[Task] Search the lines of the records for the word "road", and copy every line that has it.
★ ★ ★
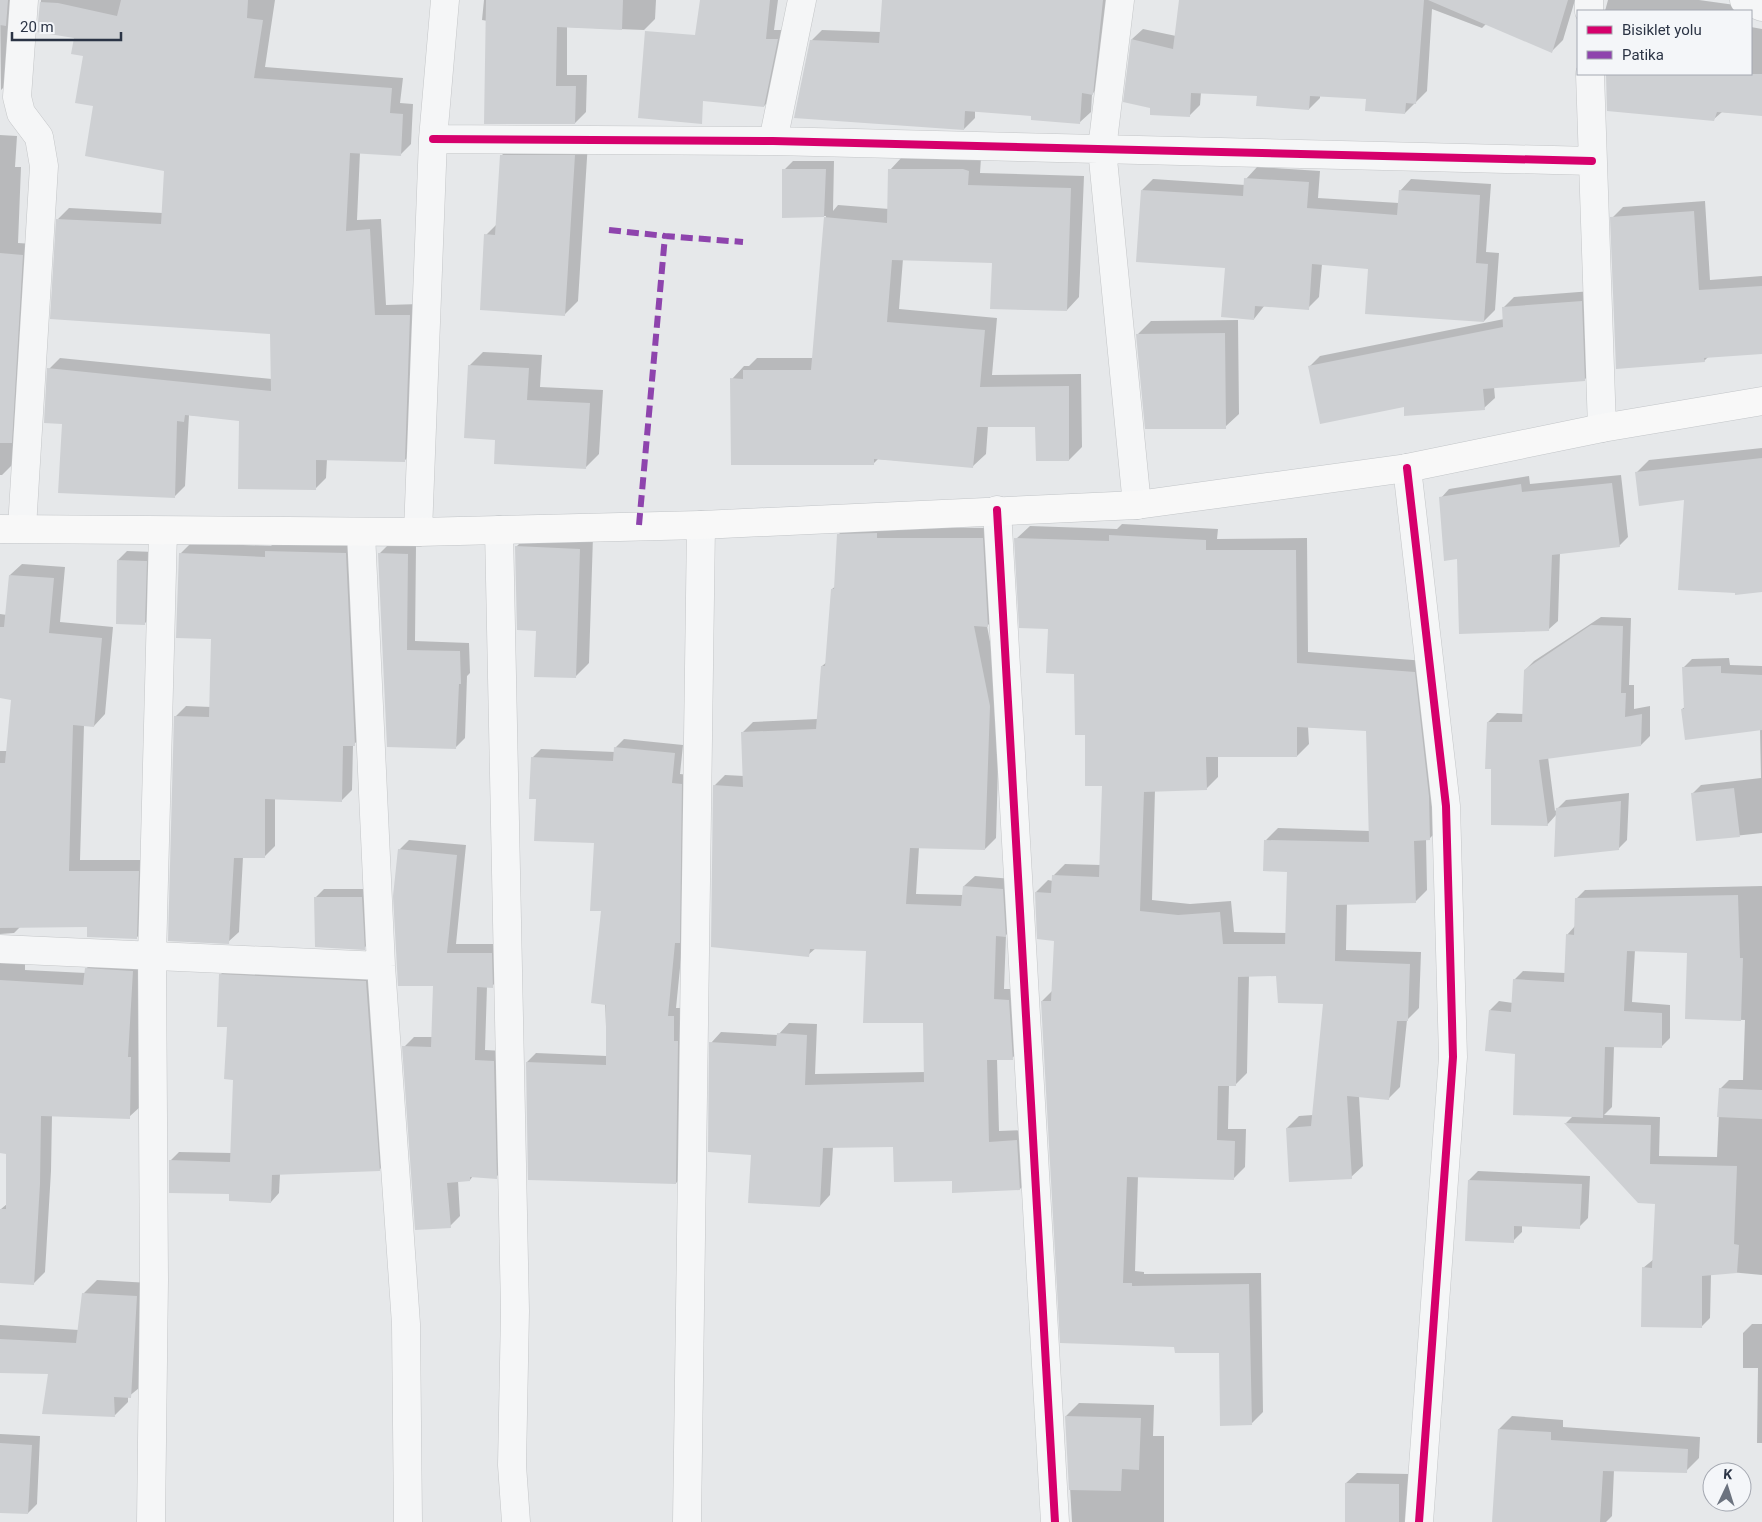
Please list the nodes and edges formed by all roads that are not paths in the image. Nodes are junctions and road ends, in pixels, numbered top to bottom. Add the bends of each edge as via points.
1 (24, 0) edge
2 (446, 0) edge
3 (802, 0) edge
4 (1120, 0) edge
5 (1744, 0) edge
6 (1762, 6) edge
7 (1590, 75) edge
8 (433, 140) junction
9 (773, 141) junction
10 (1102, 149) junction
11 (1592, 161) junction
12 (1762, 401) edge
13 (1602, 428) junction
14 (1406, 468) junction
15 (1137, 505) junction
16 (997, 510) junction
17 (701, 525) junction
18 (11, 528) edge
19 (498, 530) junction
20 (163, 532) junction
21 (418, 532) junction
22 (361, 533) junction
23 (0, 949) edge
24 (152, 957) junction
25 (381, 966) junction
26 (151, 1522) edge
27 (408, 1522) edge
28 (516, 1522) edge
29 (687, 1522) edge
30 (1055, 1522) edge
31 (1419, 1522) edge

1 - 18 street via 17,97 21,113 39,137 44,166
2 - 8 street
3 - 9 street
4 - 10 street
5 - 6 street
7 - 11 street
8 - 9 street
8 - 21 street
9 - 10 street
10 - 11 street
10 - 15 street
11 - 13 street
12 - 13 main road
13 - 14 main road
14 - 15 main road
14 - 31 street via 1446,806 1453,1057
15 - 16 main road
16 - 17 main road
16 - 30 street
17 - 19 main road
17 - 29 street
18 - 20 main road
19 - 21 main road
19 - 28 street via 515,1301 512,1465
20 - 22 main road
20 - 24 street
21 - 22 main road
22 - 25 street
23 - 24 street
24 - 25 street
24 - 26 street via 154,1280
25 - 27 street via 406,1324

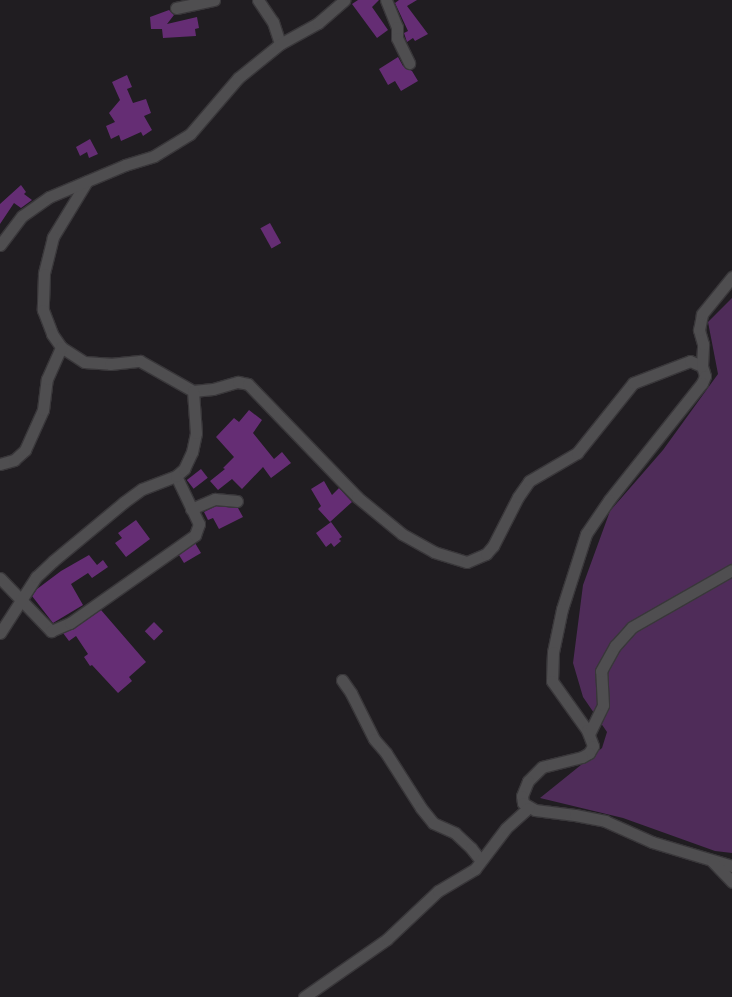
★ ★ ★
[Reply to the exercise]
Please list the nodes and edges formed by all roads that are not paths in the image. Nodes are junctions and road ends, in pixels, numbered top to bottom. Add the bends of each edge as via points.
12 - 13 main road
13 - 14 main road
14 - 15 main road
15 - 16 main road
16 - 17 main road
17 - 19 main road
18 - 20 main road
19 - 21 main road
20 - 22 main road
21 - 22 main road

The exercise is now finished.